Wie ich in der Einleitung bereits erwähnt habe, lässt sich das Spiel auch wahlweise mit dem 3D-Effekt spielen. Dieser wirkt während der gesamten Spielzeit unaufdringlich. Es gibt keine aus dem Bildschirm springenden Objekte der Sorte "Schaut mich an ich komme aus dem Bildschirm" (die ja mittlerweile in Kinofilmen gängig sind). Stattdessen verleiht der 3D-Effekt dem Spiel eine angenehme Tiefe. Man fühlt sich mehr mittendrin als damals im Jahre 1998. Doch dies ist nicht einzige Änderung gegenüber der Urfassung: Die Grafik wurde fast komplett überarbeitet. Gerade jüngere Spieler würden heute einen Schreck bekommen, würden sie die Vorzeigetexturen von damals betrachten. Dem setzt Nintendo aber geschickt entgegen: Alle Texturen haben deutlich mehr Polygonen erhalten. Speziell bei den Hauptcharakteren sieht das richtig schick aus. Die nächsten Neuerungen sind der wahlweise Einsatz des Gyrosensors in der Ego-Perspektive oder optionale Spielhilfen, die Anfängern optimal einführen.

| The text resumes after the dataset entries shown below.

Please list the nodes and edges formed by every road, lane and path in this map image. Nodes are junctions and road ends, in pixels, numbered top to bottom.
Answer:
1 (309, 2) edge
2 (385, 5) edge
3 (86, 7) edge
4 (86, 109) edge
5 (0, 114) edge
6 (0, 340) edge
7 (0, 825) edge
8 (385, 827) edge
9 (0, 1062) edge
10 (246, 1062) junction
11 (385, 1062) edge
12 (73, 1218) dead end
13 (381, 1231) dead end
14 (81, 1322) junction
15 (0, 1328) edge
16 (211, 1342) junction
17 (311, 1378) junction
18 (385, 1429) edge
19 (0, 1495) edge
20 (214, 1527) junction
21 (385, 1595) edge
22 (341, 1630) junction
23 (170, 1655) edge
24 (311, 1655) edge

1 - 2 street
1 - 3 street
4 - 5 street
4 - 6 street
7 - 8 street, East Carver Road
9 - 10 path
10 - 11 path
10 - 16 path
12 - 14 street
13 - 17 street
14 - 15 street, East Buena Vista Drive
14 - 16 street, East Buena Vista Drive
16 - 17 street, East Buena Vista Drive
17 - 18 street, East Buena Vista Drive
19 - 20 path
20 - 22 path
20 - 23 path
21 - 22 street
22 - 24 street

Ebenfalls mit an Bord ist ein Boss-Challenge-Modus indem ihr gegen alle Endgegner nochmals antreten dürft, sowie der Master-Quest-Modus. In letzterem erlebt ihr das gesamte Spiel nochmals, jedoch in veränderter Form: Die Spielwelt ist spiegelverkehrt dargestellt, die Items an anderen Orten versteckt und der allgemeine Schwierigkeitsgrad erhöht.

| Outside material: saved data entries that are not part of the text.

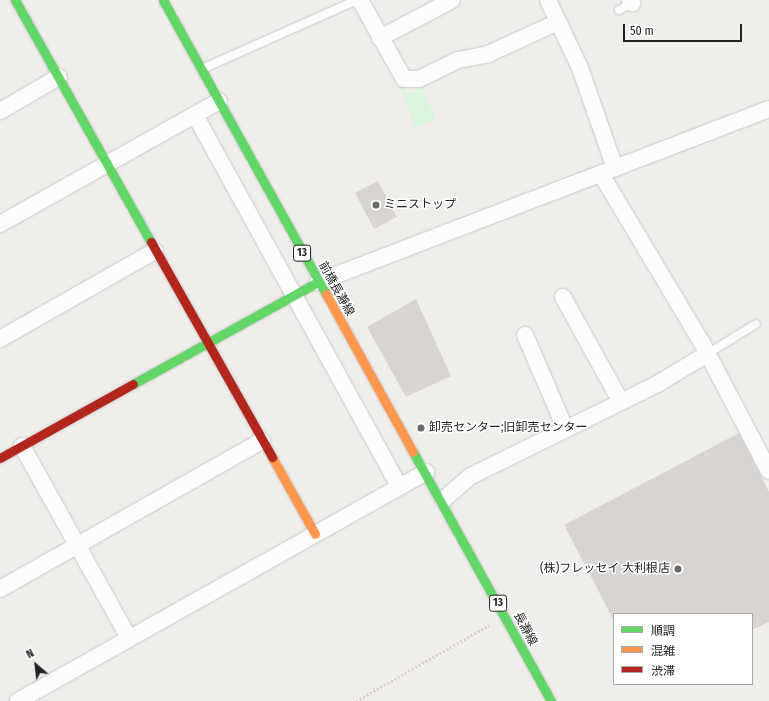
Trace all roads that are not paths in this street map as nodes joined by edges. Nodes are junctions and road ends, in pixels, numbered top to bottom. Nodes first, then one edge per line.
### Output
1 (15, 0) edge
2 (163, 0) edge
3 (358, 0) edge
4 (452, 0) edge
5 (548, 0) edge
6 (558, 22) junction
7 (380, 38) junction
8 (202, 70) junction
9 (58, 78) junction
10 (219, 101) junction
11 (769, 109) edge
12 (0, 110) edge
13 (195, 115) junction
14 (108, 163) junction
15 (608, 171) junction
16 (0, 224) edge
17 (155, 251) junction
18 (318, 282) junction
19 (293, 294) junction
20 (563, 297) dead end
21 (756, 324) dead end
22 (524, 335) dead end
23 (0, 339) edge
24 (207, 342) junction
25 (707, 354) junction
26 (621, 402) junction
27 (566, 430) junction
28 (262, 441) junction
29 (22, 446) junction
30 (0, 458) edge
31 (769, 471) edge
32 (426, 472) junction
33 (399, 486) junction
34 (444, 502) junction
35 (315, 534) junction
36 (77, 546) junction
37 (0, 589) edge
38 (129, 638) junction
39 (18, 701) edge
40 (551, 701) edge

1 - 9 street
2 - 8 street, 前橋長瀞線 / 13
3 - 7 street
3 - 8 lane
4 - 7 street
5 - 6 street
6 - 7 street
6 - 15 street
8 - 10 street, 前橋長瀞線 / 13
9 - 12 street
9 - 14 street
10 - 13 street
10 - 18 street, 前橋長瀞線 / 13
11 - 15 street
13 - 14 street
13 - 19 street
14 - 16 street
14 - 17 street
15 - 18 street
15 - 25 street
17 - 23 street
17 - 24 street
18 - 19 street
18 - 32 street, 前橋長瀞線 / 13
19 - 24 street
19 - 33 street
20 - 26 street
21 - 25 lane
22 - 27 street
24 - 28 street
24 - 29 street
25 - 26 street
25 - 31 street
26 - 27 street
27 - 34 street
28 - 35 street
28 - 36 street
29 - 30 street
29 - 36 street
32 - 33 street
32 - 34 street, 前橋長瀞線 / 13
33 - 35 street
34 - 40 street, 長瀞線 / 13
35 - 38 street
36 - 37 street
36 - 38 street
38 - 39 street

Erfreulicherweise hat Nintendo auch an der Benutzerfreundlichkeit gearbeitet. Die Items lassen sich nun bequem durch den unteren Screen auswählen und auch die Karte ist jederzeit sichtbar. Speziell erwähnen möchte ich aber die Steuerung durch das Circle Pad, welche wunderbar von der Hand geht.

Zeldas Wiegenlied
Natürlich darf auch die musikalische Untermalung nicht zu kurz kommen: Vom Intro, über die diversen Melodien der Okarina der Zeit bis hin zum Klang beim Öffnen einer Schatztruhe: Nicht einmal ein Super Mario Galaxy kann diese Perfektion erreichen! Absolute Weltklasse!